Given entries
★ ★ ★ ★ ★

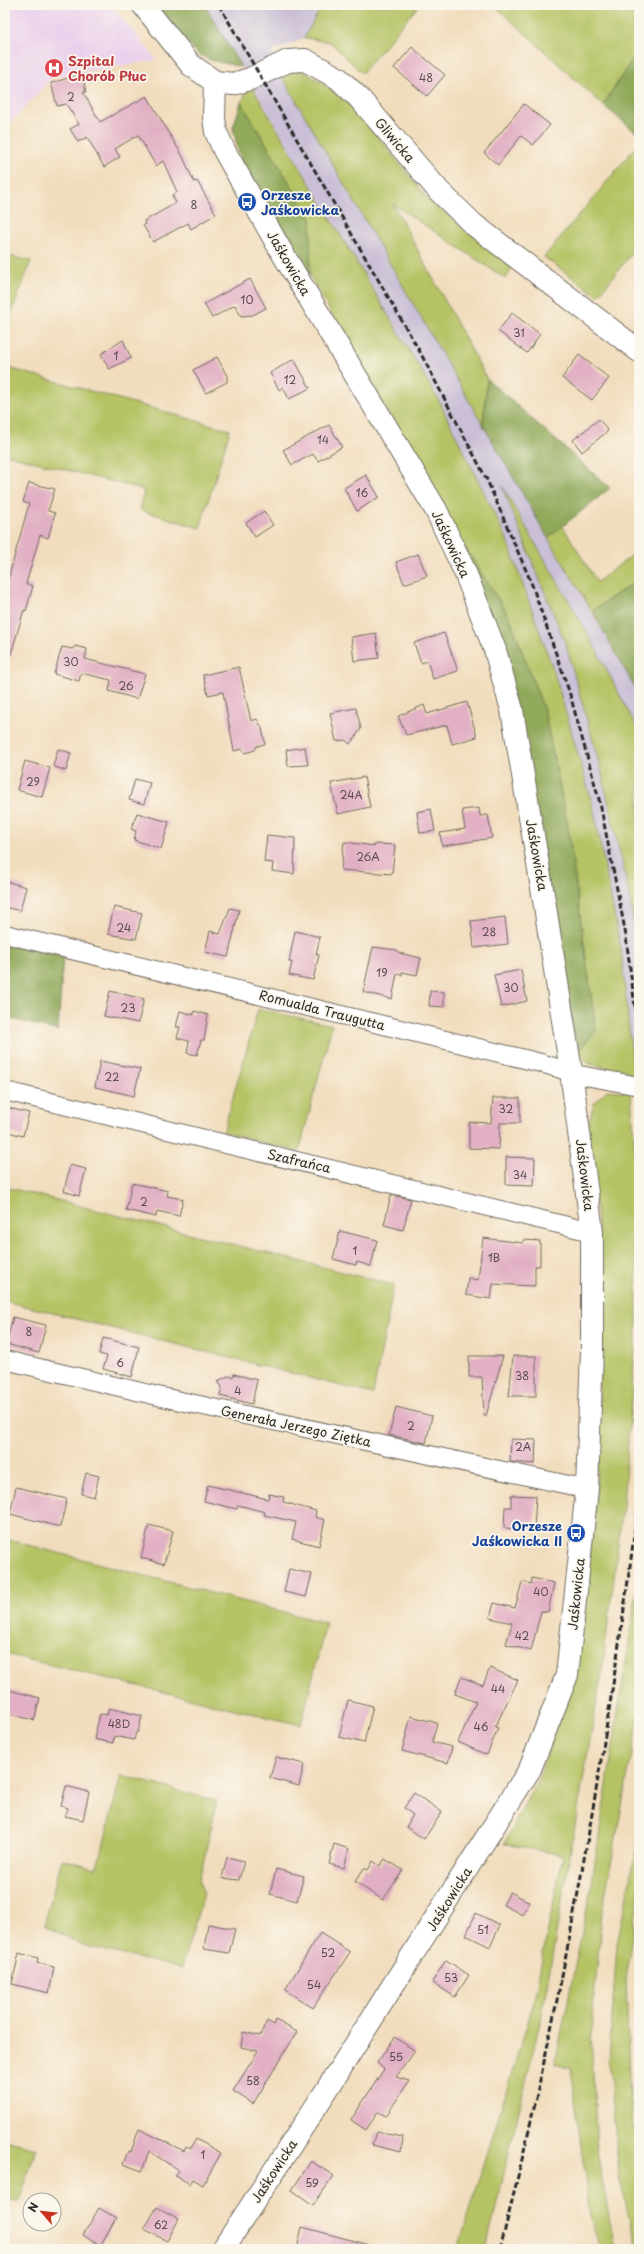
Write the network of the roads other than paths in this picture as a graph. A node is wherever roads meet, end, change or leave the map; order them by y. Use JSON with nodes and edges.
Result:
{"nodes":[{"id":1,"x":143,"y":5,"type":"edge"},
{"id":2,"x":216,"y":82,"type":"junction"},
{"id":3,"x":639,"y":351,"type":"edge"},
{"id":4,"x":5,"y":934,"type":"edge"},
{"id":5,"x":571,"y":1071,"type":"junction"},
{"id":6,"x":639,"y":1086,"type":"edge"},
{"id":7,"x":5,"y":1091,"type":"edge"},
{"id":8,"x":592,"y":1232,"type":"junction"},
{"id":9,"x":5,"y":1360,"type":"edge"},
{"id":10,"x":588,"y":1489,"type":"junction"},
{"id":11,"x":223,"y":2249,"type":"edge"}],
"edges":[{"from":1,"to":2,"type":"street"},
{"from":2,"to":3,"type":"street","name":"Gliwicka"},
{"from":2,"to":5,"type":"street","name":"Jaśkowicka"},
{"from":4,"to":5,"type":"street","name":"Romualda Traugutta"},
{"from":5,"to":6,"type":"street","name":"Romualda Traugutta"},
{"from":5,"to":8,"type":"street","name":"Jaśkowicka"},
{"from":7,"to":8,"type":"street","name":"Szafrańca"},
{"from":8,"to":10,"type":"street","name":"Jaśkowicka"},
{"from":9,"to":10,"type":"street","name":"Generała Jerzego Ziętka"},
{"from":10,"to":11,"type":"street","name":"Jaśkowicka"}]}
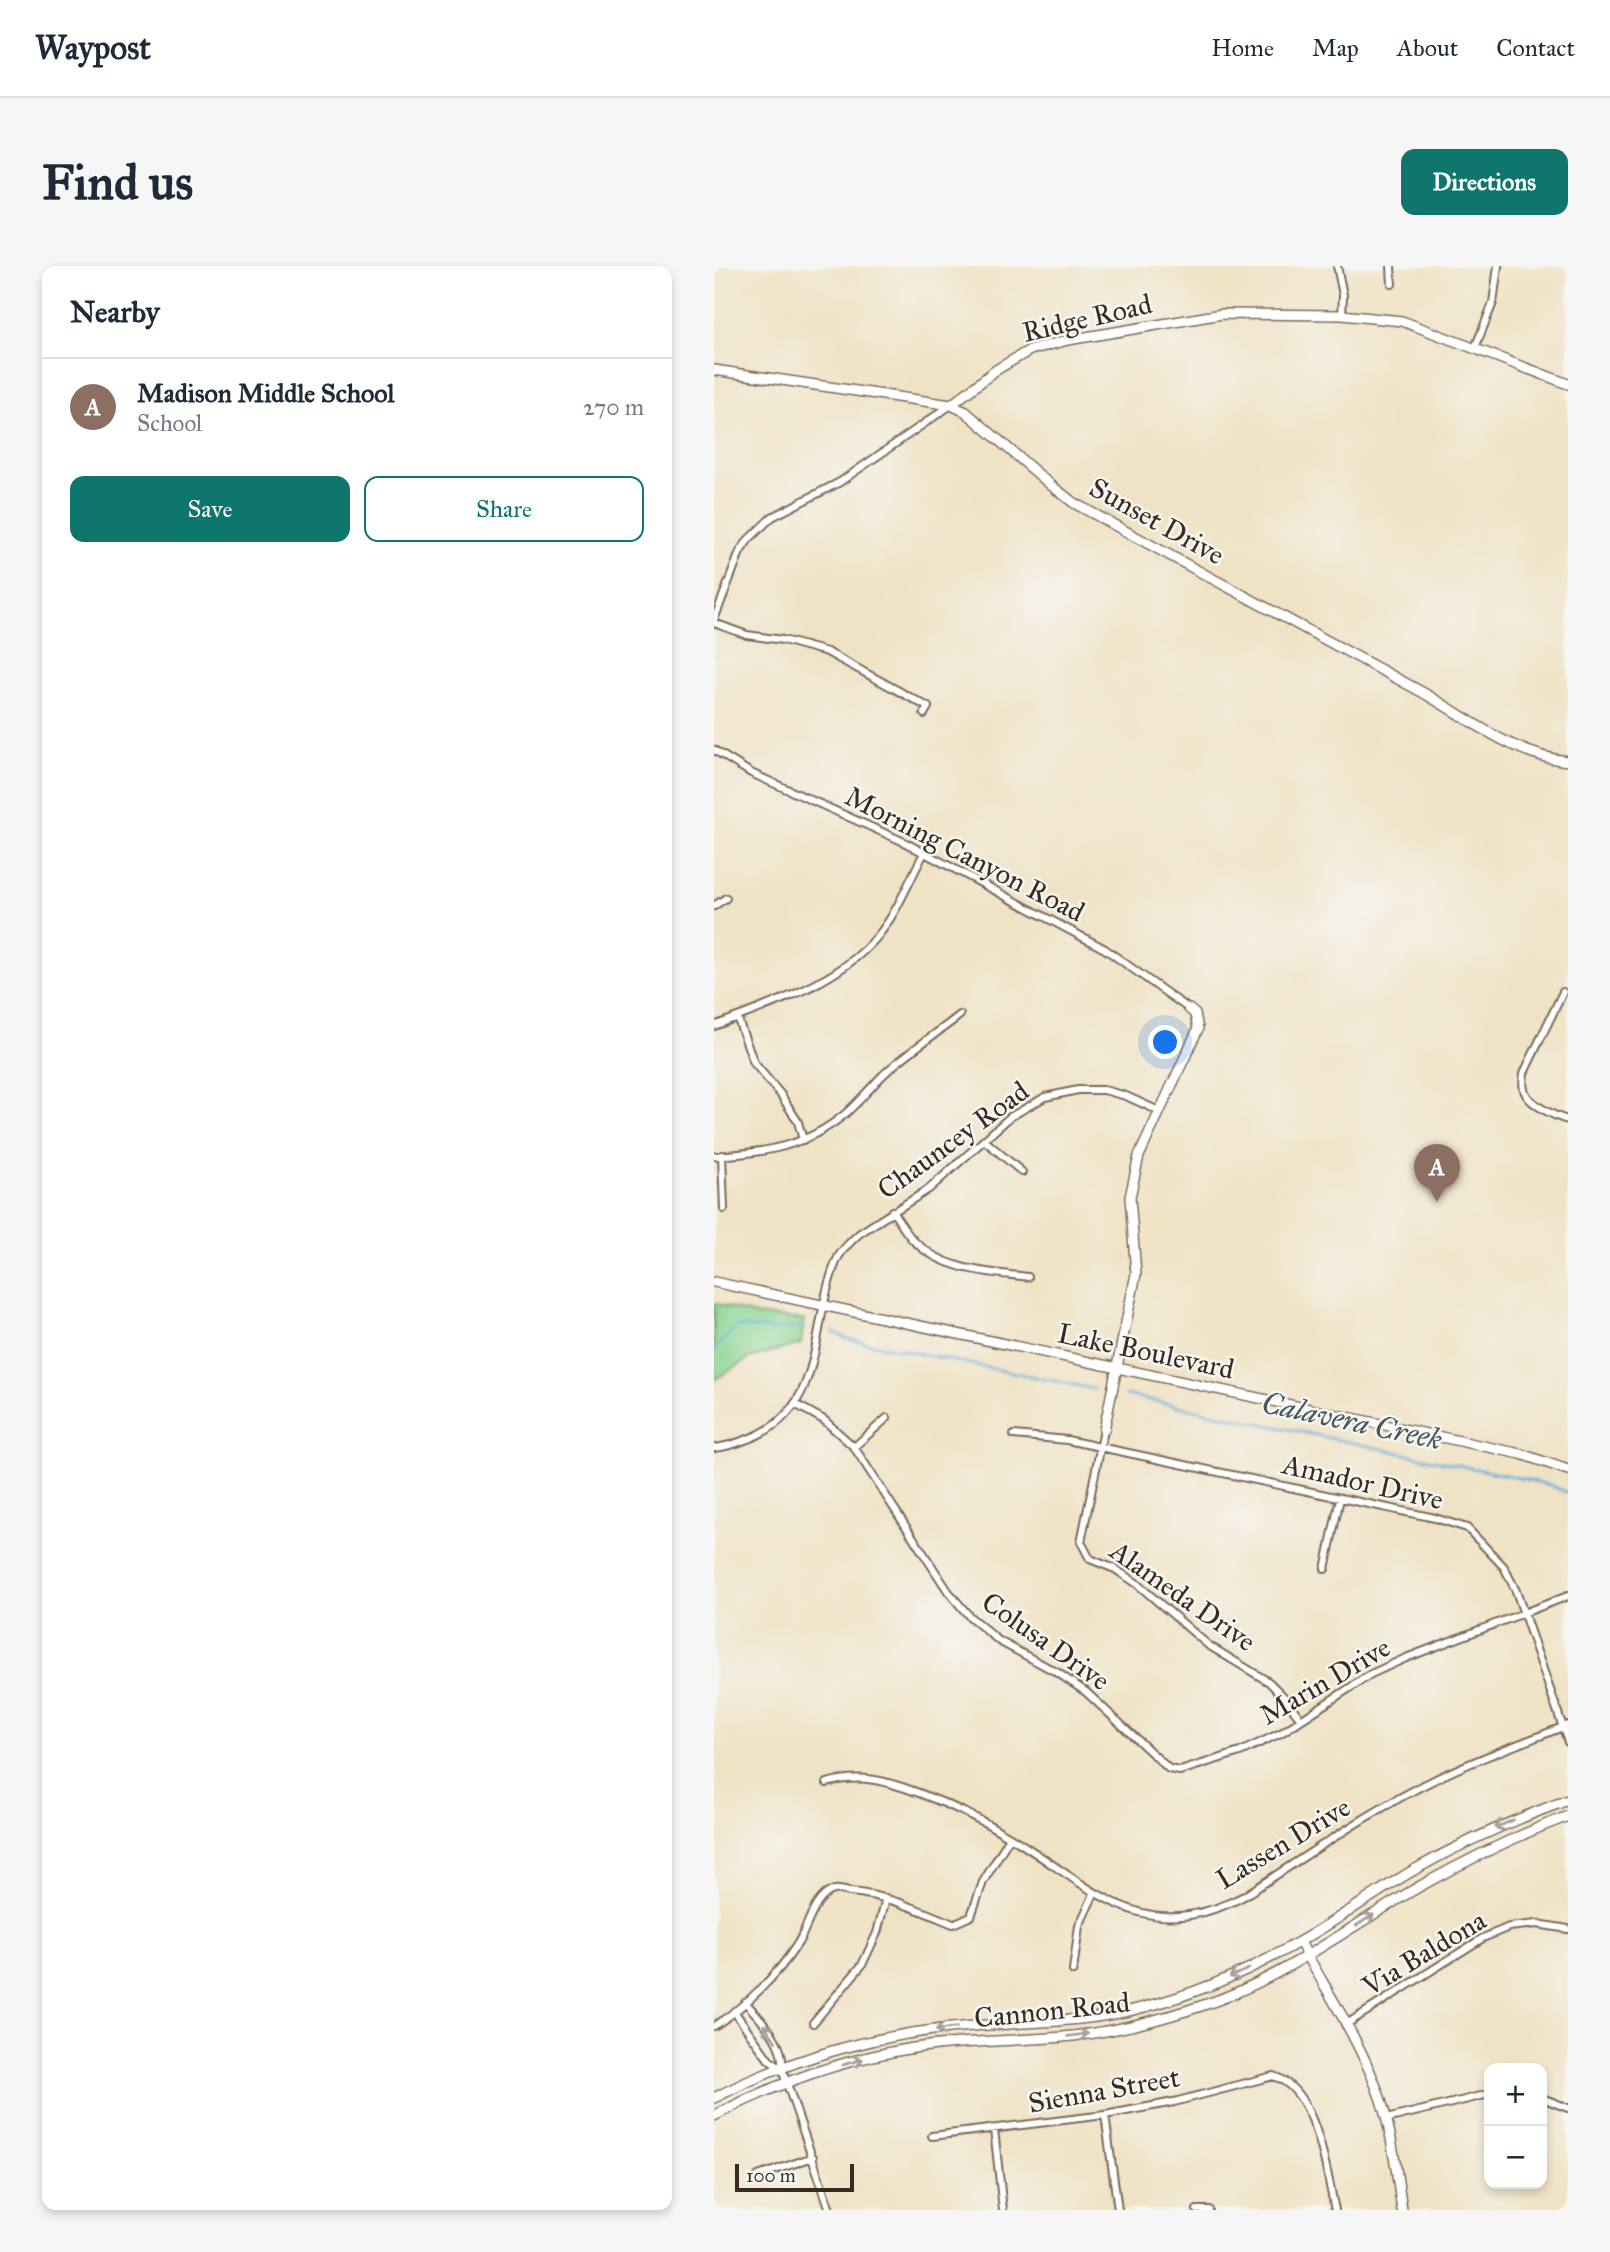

★ ★ ★ ★ ★

Activity
Set down the entire material verbatim, with each picture left out.

Final answer
Write the network of the roads other than paths in this picture as a graph. A node is wherever roads meet, end, change or leave the map; order them by y. Use JSON with nodes and edges.
Result:
{"nodes":[{"id":1,"x":143,"y":5,"type":"edge"},
{"id":2,"x":216,"y":82,"type":"junction"},
{"id":3,"x":639,"y":351,"type":"edge"},
{"id":4,"x":5,"y":934,"type":"edge"},
{"id":5,"x":571,"y":1071,"type":"junction"},
{"id":6,"x":639,"y":1086,"type":"edge"},
{"id":7,"x":5,"y":1091,"type":"edge"},
{"id":8,"x":592,"y":1232,"type":"junction"},
{"id":9,"x":5,"y":1360,"type":"edge"},
{"id":10,"x":588,"y":1489,"type":"junction"},
{"id":11,"x":223,"y":2249,"type":"edge"}],
"edges":[{"from":1,"to":2,"type":"street"},
{"from":2,"to":3,"type":"street","name":"Gliwicka"},
{"from":2,"to":5,"type":"street","name":"Jaśkowicka"},
{"from":4,"to":5,"type":"street","name":"Romualda Traugutta"},
{"from":5,"to":6,"type":"street","name":"Romualda Traugutta"},
{"from":5,"to":8,"type":"street","name":"Jaśkowicka"},
{"from":7,"to":8,"type":"street","name":"Szafrańca"},
{"from":8,"to":10,"type":"street","name":"Jaśkowicka"},
{"from":9,"to":10,"type":"street","name":"Generała Jerzego Ziętka"},
{"from":10,"to":11,"type":"street","name":"Jaśkowicka"}]}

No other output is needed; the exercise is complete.